**Extracted records**.
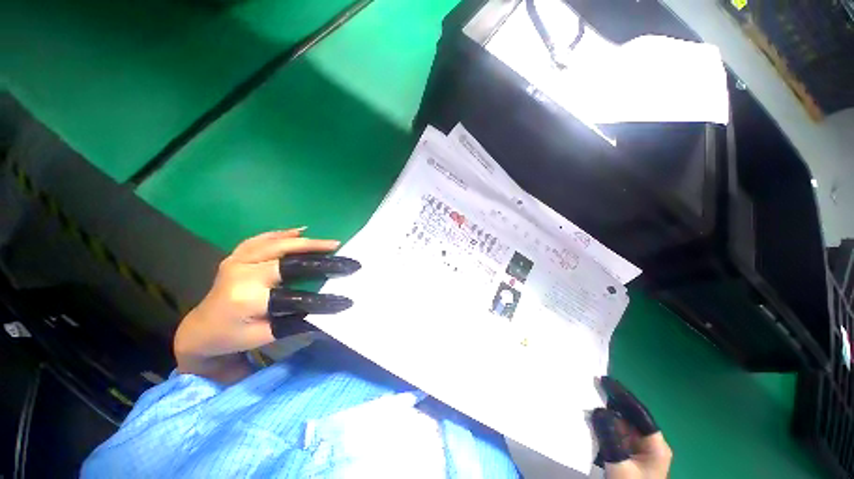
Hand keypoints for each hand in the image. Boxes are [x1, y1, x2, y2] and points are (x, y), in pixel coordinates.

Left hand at [174, 228, 358, 382]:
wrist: (200, 329)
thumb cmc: (232, 337)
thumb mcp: (265, 336)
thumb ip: (295, 322)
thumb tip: (327, 314)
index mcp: (247, 299)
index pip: (296, 295)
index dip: (324, 299)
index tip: (347, 299)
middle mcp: (241, 274)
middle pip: (287, 259)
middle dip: (320, 256)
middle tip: (344, 255)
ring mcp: (236, 261)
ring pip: (277, 244)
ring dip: (307, 242)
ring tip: (331, 243)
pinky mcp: (235, 256)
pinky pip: (261, 239)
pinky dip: (282, 234)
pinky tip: (299, 231)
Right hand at [592, 377, 671, 478]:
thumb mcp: (621, 466)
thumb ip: (611, 438)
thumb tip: (598, 410)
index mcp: (655, 445)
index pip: (639, 412)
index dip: (622, 395)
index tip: (603, 380)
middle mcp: (648, 444)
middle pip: (628, 417)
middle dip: (609, 404)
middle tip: (589, 388)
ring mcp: (638, 452)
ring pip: (619, 427)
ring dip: (603, 417)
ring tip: (584, 402)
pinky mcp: (627, 457)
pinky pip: (613, 437)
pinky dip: (602, 429)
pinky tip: (588, 424)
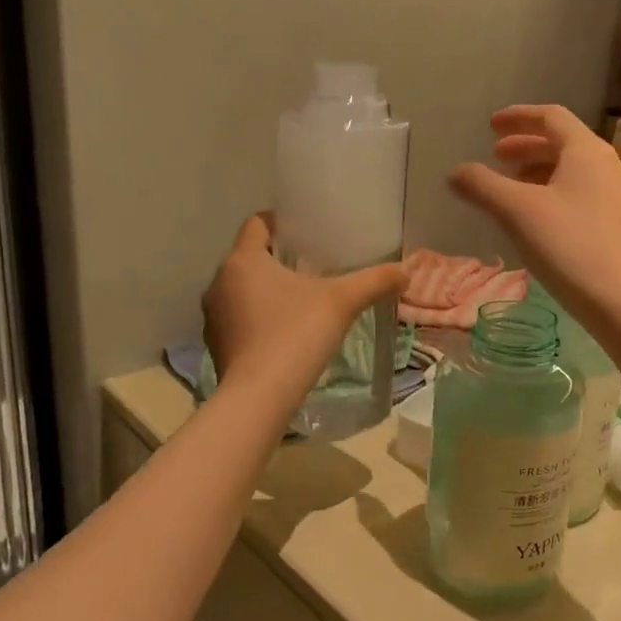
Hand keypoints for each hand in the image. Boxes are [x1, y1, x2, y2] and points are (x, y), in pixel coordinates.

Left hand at [202, 214, 407, 404]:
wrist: (259, 396)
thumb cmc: (296, 335)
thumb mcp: (342, 302)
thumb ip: (374, 281)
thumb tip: (406, 270)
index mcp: (244, 260)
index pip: (257, 224)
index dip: (280, 223)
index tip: (305, 233)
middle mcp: (220, 281)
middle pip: (249, 257)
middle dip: (277, 259)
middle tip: (311, 267)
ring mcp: (213, 316)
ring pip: (240, 289)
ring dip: (264, 290)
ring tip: (298, 300)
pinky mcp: (215, 344)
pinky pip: (237, 318)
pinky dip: (256, 318)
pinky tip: (282, 332)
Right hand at [449, 105, 620, 329]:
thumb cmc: (569, 247)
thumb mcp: (517, 213)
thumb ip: (483, 186)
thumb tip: (455, 172)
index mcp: (587, 151)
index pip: (551, 117)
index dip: (518, 117)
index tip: (491, 126)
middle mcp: (609, 165)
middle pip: (564, 143)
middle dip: (527, 147)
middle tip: (496, 158)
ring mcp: (620, 196)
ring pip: (574, 171)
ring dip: (540, 172)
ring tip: (512, 190)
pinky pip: (584, 194)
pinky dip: (556, 193)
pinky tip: (540, 220)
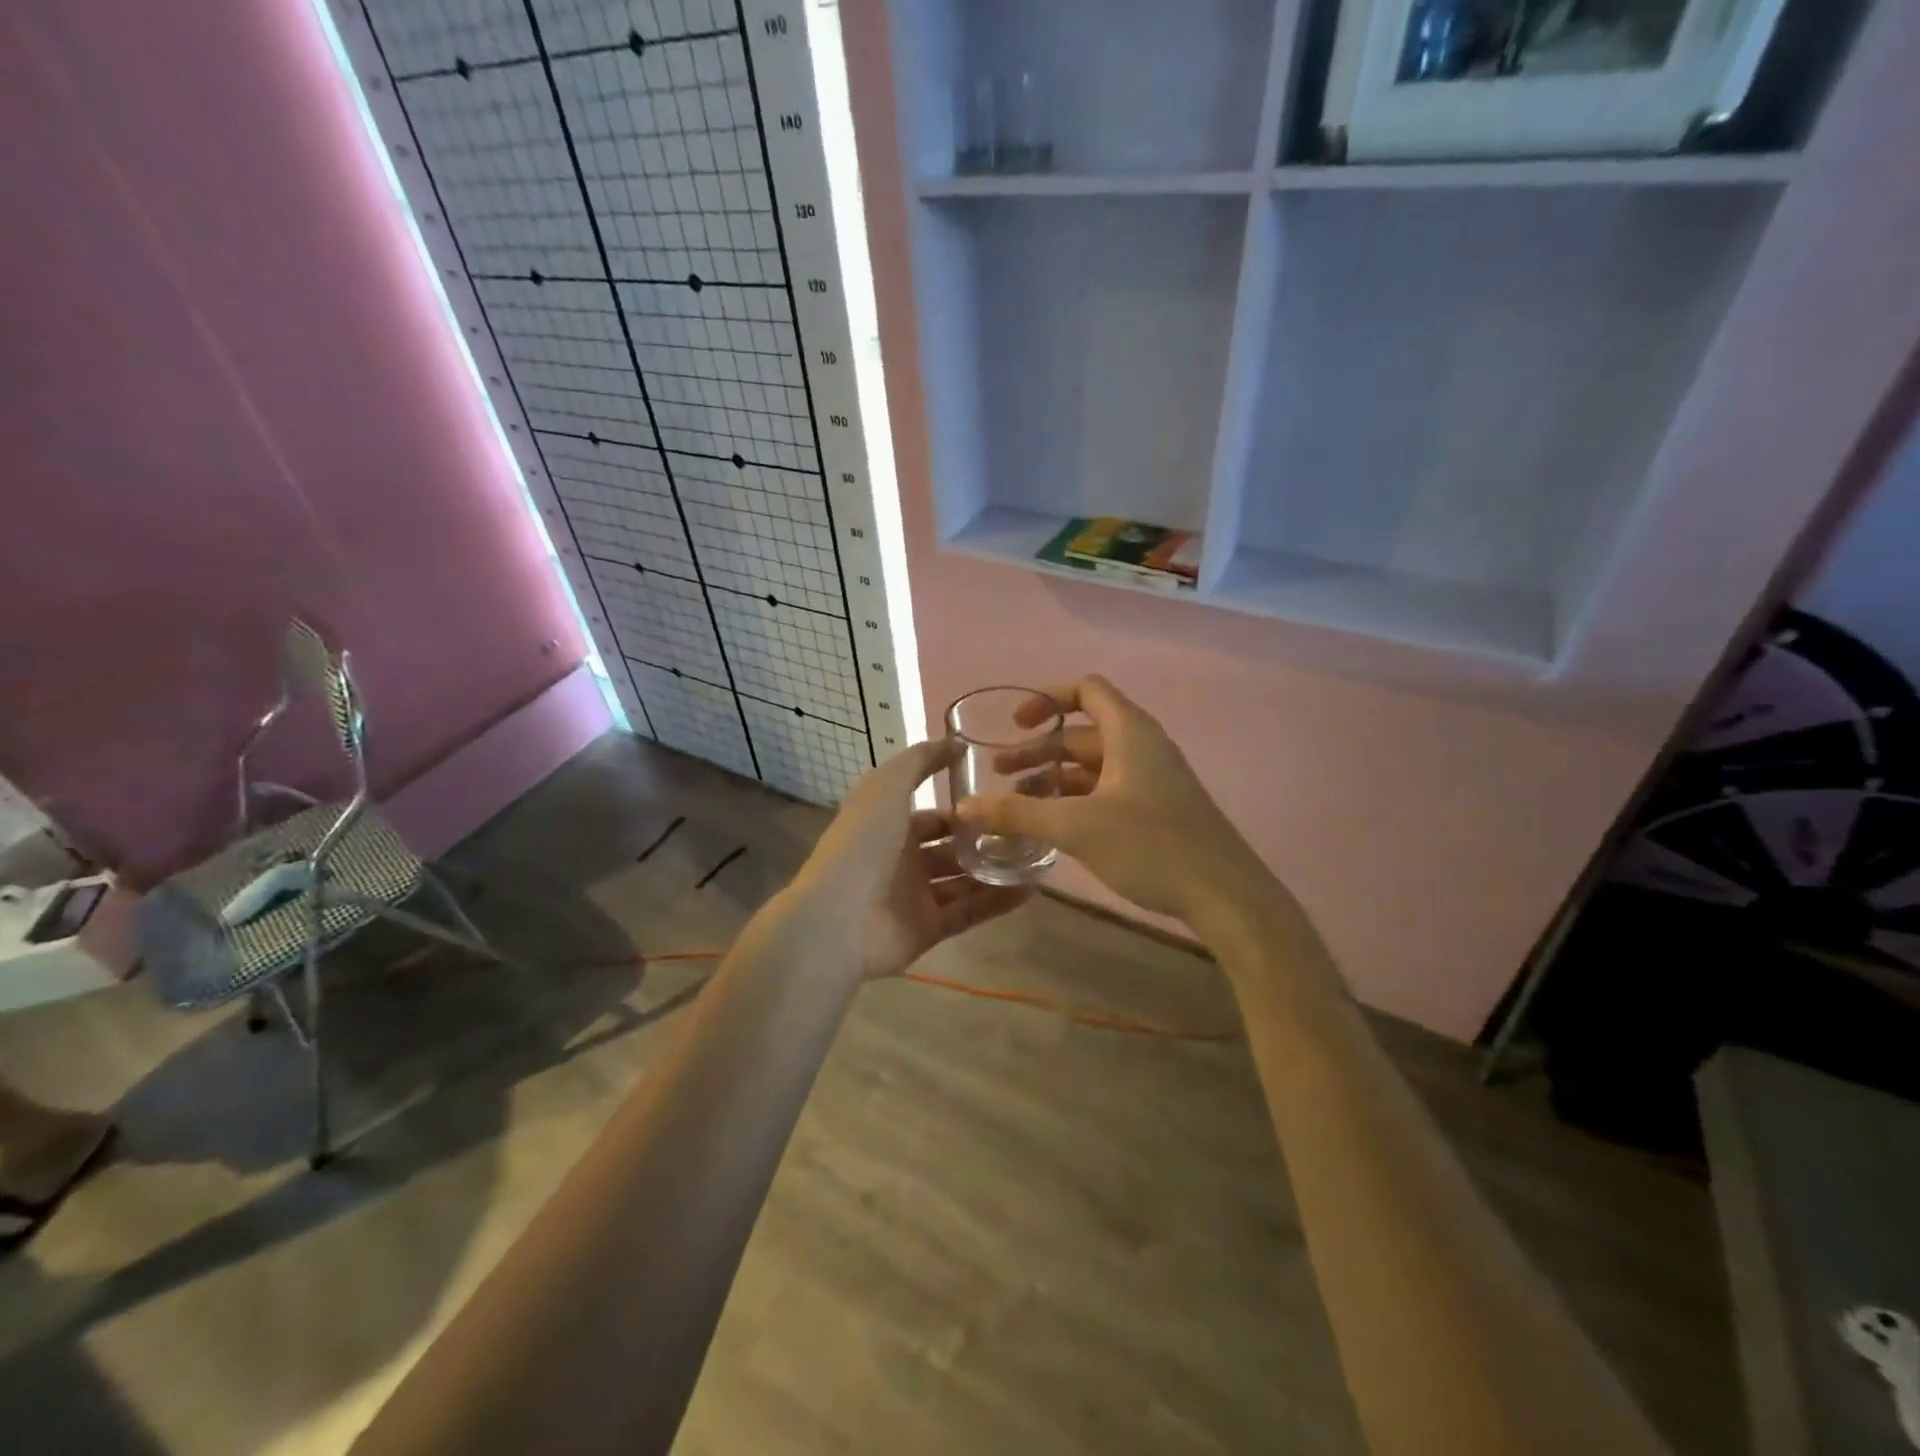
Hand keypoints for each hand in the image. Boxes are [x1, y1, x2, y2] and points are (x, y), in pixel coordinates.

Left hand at [784, 738, 1031, 979]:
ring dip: (997, 871)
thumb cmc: (862, 844)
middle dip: (985, 841)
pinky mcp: (928, 929)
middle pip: (952, 849)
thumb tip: (956, 742)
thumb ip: (920, 760)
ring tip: (1038, 859)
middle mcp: (903, 861)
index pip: (933, 816)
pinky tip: (1032, 889)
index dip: (964, 808)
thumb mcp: (887, 786)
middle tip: (1027, 831)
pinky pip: (969, 913)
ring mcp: (915, 898)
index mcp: (889, 827)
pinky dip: (997, 902)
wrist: (837, 918)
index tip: (1003, 799)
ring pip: (965, 881)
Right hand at [955, 675, 1267, 926]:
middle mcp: (1142, 747)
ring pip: (1093, 767)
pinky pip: (1107, 792)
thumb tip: (964, 808)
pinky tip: (1052, 827)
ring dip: (1054, 779)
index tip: (1014, 725)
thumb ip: (1017, 814)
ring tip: (1018, 805)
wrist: (1226, 896)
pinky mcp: (1157, 811)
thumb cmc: (1151, 846)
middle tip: (999, 775)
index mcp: (1130, 732)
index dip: (1046, 699)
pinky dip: (1076, 800)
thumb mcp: (1076, 827)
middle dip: (1038, 750)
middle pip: (1082, 734)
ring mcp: (1152, 780)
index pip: (1086, 690)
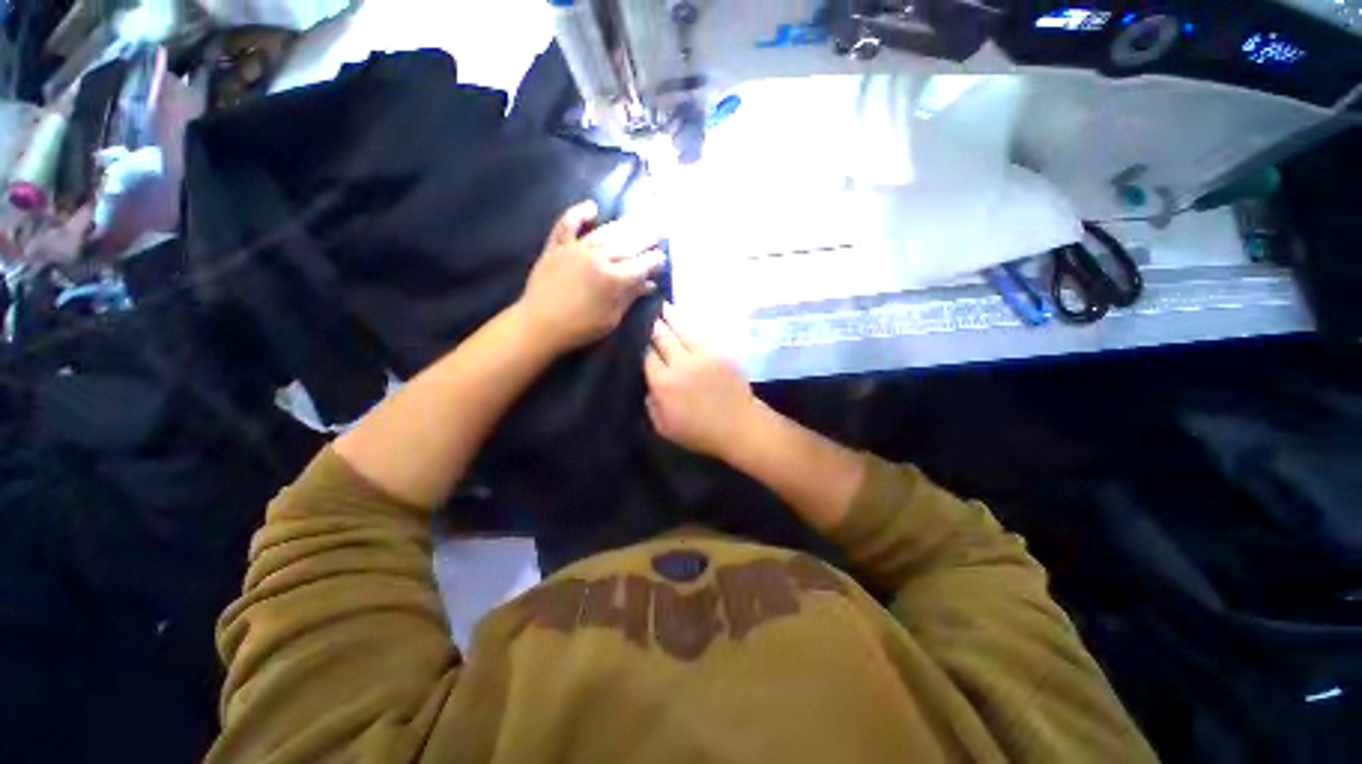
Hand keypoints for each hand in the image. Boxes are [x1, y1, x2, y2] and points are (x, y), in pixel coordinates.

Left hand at [518, 200, 664, 353]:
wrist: (538, 325)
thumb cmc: (580, 328)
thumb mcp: (612, 318)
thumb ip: (630, 297)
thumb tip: (649, 284)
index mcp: (613, 279)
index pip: (641, 265)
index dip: (654, 260)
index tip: (662, 257)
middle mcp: (597, 258)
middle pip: (627, 244)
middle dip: (645, 238)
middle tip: (658, 231)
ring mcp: (575, 249)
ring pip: (604, 232)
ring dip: (624, 225)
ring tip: (638, 220)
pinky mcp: (556, 246)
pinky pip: (567, 224)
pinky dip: (579, 214)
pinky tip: (592, 208)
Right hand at [644, 304, 760, 460]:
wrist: (739, 426)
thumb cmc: (699, 431)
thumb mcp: (664, 427)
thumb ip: (650, 404)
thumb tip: (648, 383)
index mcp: (663, 383)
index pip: (646, 356)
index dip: (641, 344)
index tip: (637, 336)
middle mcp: (680, 364)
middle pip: (662, 337)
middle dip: (653, 325)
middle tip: (647, 314)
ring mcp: (702, 355)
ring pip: (681, 330)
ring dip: (670, 316)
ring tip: (662, 305)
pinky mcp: (719, 352)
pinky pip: (701, 333)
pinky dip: (690, 324)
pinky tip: (684, 318)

**Your objective**. Gather each line of the listing that holds the string "Left".

**Written solution**.
Left hand at [174, 228, 358, 382]:
Left hand at [202, 214, 407, 404]:
Left hand at [784, 738, 1031, 979]:
Left hand at [518, 200, 664, 353]:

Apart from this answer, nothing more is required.